:: Your instructions ::
Report every line of the material that contains the string "dead".

:: The data ::
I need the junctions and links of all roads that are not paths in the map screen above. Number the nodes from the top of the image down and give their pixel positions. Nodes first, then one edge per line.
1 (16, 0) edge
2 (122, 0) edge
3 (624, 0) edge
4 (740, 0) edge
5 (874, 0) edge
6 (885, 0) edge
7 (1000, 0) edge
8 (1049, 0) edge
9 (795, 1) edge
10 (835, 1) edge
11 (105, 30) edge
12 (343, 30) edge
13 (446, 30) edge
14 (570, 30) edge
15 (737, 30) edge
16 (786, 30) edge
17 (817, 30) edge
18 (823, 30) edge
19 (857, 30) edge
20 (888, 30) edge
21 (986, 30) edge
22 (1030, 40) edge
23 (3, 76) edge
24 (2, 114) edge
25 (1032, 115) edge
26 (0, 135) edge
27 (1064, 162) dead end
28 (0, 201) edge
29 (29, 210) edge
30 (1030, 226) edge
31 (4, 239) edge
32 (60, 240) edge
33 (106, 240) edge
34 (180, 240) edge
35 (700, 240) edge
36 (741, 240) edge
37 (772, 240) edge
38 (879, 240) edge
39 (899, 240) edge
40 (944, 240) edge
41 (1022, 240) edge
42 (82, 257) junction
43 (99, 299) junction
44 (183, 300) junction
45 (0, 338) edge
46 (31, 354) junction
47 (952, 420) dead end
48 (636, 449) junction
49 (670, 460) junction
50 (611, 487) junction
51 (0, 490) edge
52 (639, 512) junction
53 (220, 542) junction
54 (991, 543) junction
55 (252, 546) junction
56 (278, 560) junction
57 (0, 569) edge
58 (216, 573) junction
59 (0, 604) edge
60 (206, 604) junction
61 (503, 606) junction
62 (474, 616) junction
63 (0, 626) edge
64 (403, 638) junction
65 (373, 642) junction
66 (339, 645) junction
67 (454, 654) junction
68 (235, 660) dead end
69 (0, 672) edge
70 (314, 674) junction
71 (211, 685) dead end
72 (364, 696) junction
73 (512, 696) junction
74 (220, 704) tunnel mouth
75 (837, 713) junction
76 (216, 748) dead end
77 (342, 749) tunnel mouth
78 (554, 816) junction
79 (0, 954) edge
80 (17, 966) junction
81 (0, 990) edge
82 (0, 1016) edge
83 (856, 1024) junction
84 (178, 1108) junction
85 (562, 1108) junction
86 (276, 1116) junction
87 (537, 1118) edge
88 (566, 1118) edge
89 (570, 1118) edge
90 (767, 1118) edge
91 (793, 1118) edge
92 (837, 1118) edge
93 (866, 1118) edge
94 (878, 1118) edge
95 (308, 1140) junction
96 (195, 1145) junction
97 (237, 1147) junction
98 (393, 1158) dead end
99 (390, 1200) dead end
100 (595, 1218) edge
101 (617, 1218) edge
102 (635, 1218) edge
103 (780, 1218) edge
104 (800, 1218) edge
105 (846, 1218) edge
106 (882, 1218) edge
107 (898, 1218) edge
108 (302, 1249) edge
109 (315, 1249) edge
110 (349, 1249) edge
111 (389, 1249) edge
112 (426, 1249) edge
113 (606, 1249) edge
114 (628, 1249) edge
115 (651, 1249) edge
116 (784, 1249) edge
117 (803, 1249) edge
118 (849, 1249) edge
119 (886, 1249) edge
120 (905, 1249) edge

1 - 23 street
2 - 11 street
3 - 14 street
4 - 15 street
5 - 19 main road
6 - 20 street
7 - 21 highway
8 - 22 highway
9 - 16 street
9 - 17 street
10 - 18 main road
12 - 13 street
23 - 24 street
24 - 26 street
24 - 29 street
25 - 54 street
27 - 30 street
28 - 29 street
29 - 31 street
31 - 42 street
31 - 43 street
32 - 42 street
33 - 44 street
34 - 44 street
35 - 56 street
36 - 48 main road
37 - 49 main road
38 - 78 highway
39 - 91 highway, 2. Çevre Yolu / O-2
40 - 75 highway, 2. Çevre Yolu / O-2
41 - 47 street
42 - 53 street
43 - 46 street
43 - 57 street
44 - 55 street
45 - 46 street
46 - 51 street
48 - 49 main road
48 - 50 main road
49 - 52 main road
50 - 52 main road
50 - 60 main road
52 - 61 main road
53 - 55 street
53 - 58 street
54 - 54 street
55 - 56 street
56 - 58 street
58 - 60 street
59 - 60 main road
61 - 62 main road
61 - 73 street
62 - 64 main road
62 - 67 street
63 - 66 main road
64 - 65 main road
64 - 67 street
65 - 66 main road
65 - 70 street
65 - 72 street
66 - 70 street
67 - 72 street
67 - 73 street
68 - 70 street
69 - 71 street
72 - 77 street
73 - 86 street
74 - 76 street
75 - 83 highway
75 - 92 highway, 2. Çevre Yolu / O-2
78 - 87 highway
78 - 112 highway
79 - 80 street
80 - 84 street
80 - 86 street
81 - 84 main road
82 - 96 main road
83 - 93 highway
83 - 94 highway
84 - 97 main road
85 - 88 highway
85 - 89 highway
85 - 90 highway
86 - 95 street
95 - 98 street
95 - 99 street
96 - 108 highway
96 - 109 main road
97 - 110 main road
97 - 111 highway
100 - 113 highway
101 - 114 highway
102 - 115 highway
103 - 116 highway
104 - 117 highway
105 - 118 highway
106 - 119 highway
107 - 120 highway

:: Expected answer ::
27 (1064, 162) dead end
47 (952, 420) dead end
68 (235, 660) dead end
71 (211, 685) dead end
76 (216, 748) dead end
98 (393, 1158) dead end
99 (390, 1200) dead end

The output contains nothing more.